**Aim of the task**
In your copy of the data, include no pictures and alter nothing else.

**** Records supplied

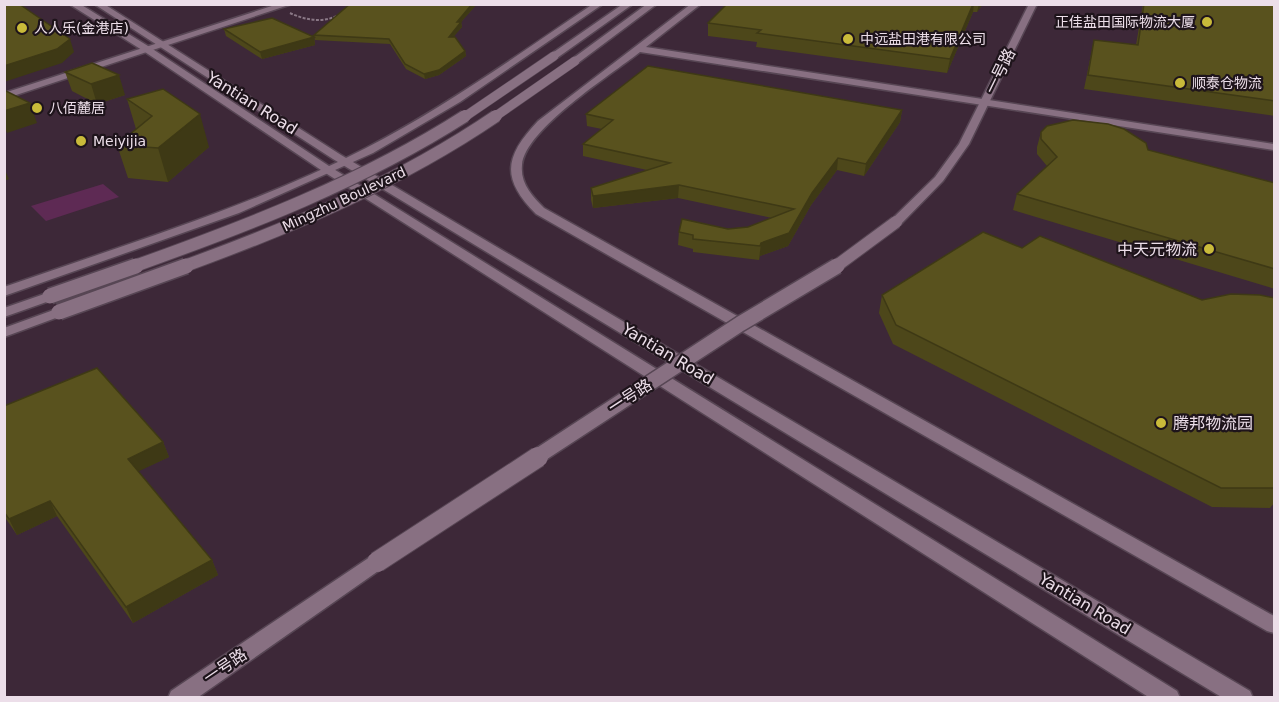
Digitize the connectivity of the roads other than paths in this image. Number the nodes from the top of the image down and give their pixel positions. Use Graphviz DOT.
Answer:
graph roads {
  1 [pos="73,4"];
  2 [pos="98,4"];
  3 [pos="586,4"];
  4 [pos="599,4"];
  5 [pos="629,4"];
  6 [pos="653,4"];
  7 [pos="697,4"];
  8 [pos="1033,4"];
  9 [pos="281,6"];
  10 [pos="155,47"];
  11 [pos="638,49"];
  12 [pos="4,92"];
  13 [pos="4,96"];
  14 [pos="985,102"];
  15 [pos="1275,147"];
  16 [pos="333,163"];
  17 [pos="4,282"];
  18 [pos="4,292"];
  19 [pos="4,313"];
  20 [pos="740,324"];
  21 [pos="4,333"];
  22 [pos="1274,623"];
  23 [pos="179,698"];
  24 [pos="1169,698"];
  25 [pos="1242,698"];
  1 -- 10 [label="street, Yantian Road"];
  2 -- 10 [label="street, Yantian Road"];
  3 -- 16 [label="street, Mingzhu Boulevard"];
  4 -- 16 [label="street, Mingzhu Boulevard"];
  5 -- 19 [label="street, Mingzhu Boulevard, bridge"];
  6 -- 21 [label="street, Mingzhu Boulevard, bridge"];
  7 -- 11 [label="street"];
  8 -- 14 [label="street, 一号路"];
  9 -- 10 [label="street"];
  10 -- 12 [label="street"];
  10 -- 13 [label="street"];
  10 -- 16 [label="street, Yantian Road"];
  11 -- 14 [label="street"];
  11 -- 20 [label="street"];
  14 -- 15 [label="street"];
  14 -- 20 [label="street, 一号路, bridge"];
  16 -- 17 [label="street, Mingzhu Boulevard"];
  16 -- 18 [label="street, Mingzhu Boulevard"];
  16 -- 24 [label="street, Yantian Road"];
  16 -- 25 [label="street, Yantian Road"];
  20 -- 22 [label="street"];
  20 -- 23 [label="street, 一号路, bridge"];
}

********

**Answer space**
Digitize the connectivity of the roads other than paths in this image. Number the nodes from the top of the image down and give their pixel positions. Use Graphviz DOT.
Answer:
graph roads {
  1 [pos="73,4"];
  2 [pos="98,4"];
  3 [pos="586,4"];
  4 [pos="599,4"];
  5 [pos="629,4"];
  6 [pos="653,4"];
  7 [pos="697,4"];
  8 [pos="1033,4"];
  9 [pos="281,6"];
  10 [pos="155,47"];
  11 [pos="638,49"];
  12 [pos="4,92"];
  13 [pos="4,96"];
  14 [pos="985,102"];
  15 [pos="1275,147"];
  16 [pos="333,163"];
  17 [pos="4,282"];
  18 [pos="4,292"];
  19 [pos="4,313"];
  20 [pos="740,324"];
  21 [pos="4,333"];
  22 [pos="1274,623"];
  23 [pos="179,698"];
  24 [pos="1169,698"];
  25 [pos="1242,698"];
  1 -- 10 [label="street, Yantian Road"];
  2 -- 10 [label="street, Yantian Road"];
  3 -- 16 [label="street, Mingzhu Boulevard"];
  4 -- 16 [label="street, Mingzhu Boulevard"];
  5 -- 19 [label="street, Mingzhu Boulevard, bridge"];
  6 -- 21 [label="street, Mingzhu Boulevard, bridge"];
  7 -- 11 [label="street"];
  8 -- 14 [label="street, 一号路"];
  9 -- 10 [label="street"];
  10 -- 12 [label="street"];
  10 -- 13 [label="street"];
  10 -- 16 [label="street, Yantian Road"];
  11 -- 14 [label="street"];
  11 -- 20 [label="street"];
  14 -- 15 [label="street"];
  14 -- 20 [label="street, 一号路, bridge"];
  16 -- 17 [label="street, Mingzhu Boulevard"];
  16 -- 18 [label="street, Mingzhu Boulevard"];
  16 -- 24 [label="street, Yantian Road"];
  16 -- 25 [label="street, Yantian Road"];
  20 -- 22 [label="street"];
  20 -- 23 [label="street, 一号路, bridge"];
}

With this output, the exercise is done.